Profiling Alloy Models

Abstract

Modeling of software-intensive systems using formal declarative modeling languages offers a means of managing software complexity through the use of abstraction and early identification of correctness issues by formal analysis. Alloy is one such language used for modeling systems early in the development process. Nevertheless, little work has been done to study the styles and techniques commonly used in Alloy models.

We present the first static analysis study of Alloy models. We investigate research questions that examine a large corpus of 2,138 Alloy models. To evaluate these research questions, we create a methodology that leverages the power of ANTLR pattern matching and the query language XPath. We investigate the parse tree generated from each Alloy model and identify instances of formulated queries that are of interest to our research questions. We present the results and discuss the findings from examining these research questions.

Our research questions are split into three categories depending on their purpose and implementation complexity. Characteristics of Models include ``surface-level" research questions that aim to identify what language constructs are used commonly. We also correlate certain model features using linear regression to determine the best predictors for model length and field count. Patterns of Use questions are considerably more complex and attempt to identify how modelers are using Alloy's constructs. Analysis Complexity questions explore the use of Alloy model features and constructs that may impact solving time.

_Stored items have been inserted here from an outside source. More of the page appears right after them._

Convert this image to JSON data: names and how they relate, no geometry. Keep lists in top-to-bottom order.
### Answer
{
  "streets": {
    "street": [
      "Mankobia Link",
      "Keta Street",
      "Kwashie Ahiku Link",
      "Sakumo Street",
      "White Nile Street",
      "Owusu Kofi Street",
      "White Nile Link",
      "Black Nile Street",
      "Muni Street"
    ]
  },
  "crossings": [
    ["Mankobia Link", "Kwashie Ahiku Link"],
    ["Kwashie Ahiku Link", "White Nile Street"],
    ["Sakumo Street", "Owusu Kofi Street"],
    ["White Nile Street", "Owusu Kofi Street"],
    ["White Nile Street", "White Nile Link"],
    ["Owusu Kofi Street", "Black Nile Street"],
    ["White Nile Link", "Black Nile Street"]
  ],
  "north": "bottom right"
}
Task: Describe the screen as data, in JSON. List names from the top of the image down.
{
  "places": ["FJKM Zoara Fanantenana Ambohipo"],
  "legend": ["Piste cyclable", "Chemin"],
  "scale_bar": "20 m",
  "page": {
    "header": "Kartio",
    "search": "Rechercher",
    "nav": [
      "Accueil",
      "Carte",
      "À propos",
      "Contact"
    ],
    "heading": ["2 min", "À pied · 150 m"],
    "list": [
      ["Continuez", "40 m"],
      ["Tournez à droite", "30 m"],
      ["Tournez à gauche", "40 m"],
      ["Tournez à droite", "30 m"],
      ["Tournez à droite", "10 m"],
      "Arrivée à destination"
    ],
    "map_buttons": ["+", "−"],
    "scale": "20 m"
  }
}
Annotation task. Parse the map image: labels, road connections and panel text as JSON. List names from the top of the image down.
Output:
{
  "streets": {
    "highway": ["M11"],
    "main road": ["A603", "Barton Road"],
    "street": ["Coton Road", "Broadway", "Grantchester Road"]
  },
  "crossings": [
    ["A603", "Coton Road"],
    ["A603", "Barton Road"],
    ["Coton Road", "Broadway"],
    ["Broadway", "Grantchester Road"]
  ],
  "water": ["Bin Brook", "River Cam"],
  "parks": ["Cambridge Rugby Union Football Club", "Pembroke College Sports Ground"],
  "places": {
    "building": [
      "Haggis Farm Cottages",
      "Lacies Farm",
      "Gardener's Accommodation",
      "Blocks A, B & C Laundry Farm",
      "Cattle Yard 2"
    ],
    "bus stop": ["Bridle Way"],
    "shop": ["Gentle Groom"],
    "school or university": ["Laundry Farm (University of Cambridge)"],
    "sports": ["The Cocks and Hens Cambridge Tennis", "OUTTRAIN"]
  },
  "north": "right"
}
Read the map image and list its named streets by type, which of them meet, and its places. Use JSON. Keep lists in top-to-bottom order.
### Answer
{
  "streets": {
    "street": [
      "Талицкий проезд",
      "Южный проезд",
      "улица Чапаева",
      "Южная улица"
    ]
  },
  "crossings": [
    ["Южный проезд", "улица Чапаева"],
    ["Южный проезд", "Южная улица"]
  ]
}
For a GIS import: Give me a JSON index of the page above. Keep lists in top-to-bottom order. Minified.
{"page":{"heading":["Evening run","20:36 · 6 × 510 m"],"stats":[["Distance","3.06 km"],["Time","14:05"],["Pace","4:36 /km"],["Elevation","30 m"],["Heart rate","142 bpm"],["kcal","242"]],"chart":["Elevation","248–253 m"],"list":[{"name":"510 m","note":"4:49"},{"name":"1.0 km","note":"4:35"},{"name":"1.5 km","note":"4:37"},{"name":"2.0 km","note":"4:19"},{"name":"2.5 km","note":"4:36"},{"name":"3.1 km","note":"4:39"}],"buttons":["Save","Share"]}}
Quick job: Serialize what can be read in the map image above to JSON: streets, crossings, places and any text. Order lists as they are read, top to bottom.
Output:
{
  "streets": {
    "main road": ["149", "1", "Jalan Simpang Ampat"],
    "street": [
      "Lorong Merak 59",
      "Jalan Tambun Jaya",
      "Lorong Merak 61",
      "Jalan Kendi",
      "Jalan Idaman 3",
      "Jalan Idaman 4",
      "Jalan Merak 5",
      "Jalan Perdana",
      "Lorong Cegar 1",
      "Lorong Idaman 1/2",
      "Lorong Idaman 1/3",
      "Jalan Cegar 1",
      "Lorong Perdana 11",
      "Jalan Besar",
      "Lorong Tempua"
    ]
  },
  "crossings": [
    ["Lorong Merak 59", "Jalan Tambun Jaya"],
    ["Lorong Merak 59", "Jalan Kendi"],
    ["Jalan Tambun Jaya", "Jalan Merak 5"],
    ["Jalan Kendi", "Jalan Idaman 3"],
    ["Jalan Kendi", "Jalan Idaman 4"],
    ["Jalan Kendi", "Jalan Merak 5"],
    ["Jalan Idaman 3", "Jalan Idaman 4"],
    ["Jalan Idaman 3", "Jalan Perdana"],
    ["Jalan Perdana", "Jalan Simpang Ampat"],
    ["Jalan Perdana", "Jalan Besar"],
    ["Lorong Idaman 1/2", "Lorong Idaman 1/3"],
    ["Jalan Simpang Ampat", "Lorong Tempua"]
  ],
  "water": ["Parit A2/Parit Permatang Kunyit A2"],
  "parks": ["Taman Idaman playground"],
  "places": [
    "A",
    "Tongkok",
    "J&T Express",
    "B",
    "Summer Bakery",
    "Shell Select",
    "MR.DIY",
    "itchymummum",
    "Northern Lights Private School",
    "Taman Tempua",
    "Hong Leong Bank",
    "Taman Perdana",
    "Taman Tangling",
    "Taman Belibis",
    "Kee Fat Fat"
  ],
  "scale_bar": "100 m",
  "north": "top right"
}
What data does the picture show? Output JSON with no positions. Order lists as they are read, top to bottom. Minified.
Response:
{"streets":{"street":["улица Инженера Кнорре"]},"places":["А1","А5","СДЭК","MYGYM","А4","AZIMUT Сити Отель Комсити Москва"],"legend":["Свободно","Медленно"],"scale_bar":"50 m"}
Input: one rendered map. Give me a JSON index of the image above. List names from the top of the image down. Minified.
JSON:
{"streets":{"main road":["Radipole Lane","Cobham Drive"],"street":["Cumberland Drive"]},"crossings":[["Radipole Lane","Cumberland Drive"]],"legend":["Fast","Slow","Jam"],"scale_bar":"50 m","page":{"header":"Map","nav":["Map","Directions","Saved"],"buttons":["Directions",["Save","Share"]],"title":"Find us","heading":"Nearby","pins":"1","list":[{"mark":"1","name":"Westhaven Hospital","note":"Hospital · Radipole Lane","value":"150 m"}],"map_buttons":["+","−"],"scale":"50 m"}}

We draw conclusions from the results of our research questions and present findings for language and tool designers, educators and optimization developers. Findings aimed at language and tool designers present ways to improve the Alloy language by adding constructs or removing unused ones based on trends identified in our corpus of models. Findings for educators are intended to highlight underutilized language constructs and features, and help student modelers avoid discouraged practices. Lastly, we present a number of findings for optimization developers that provide suggestions for back-end improvements.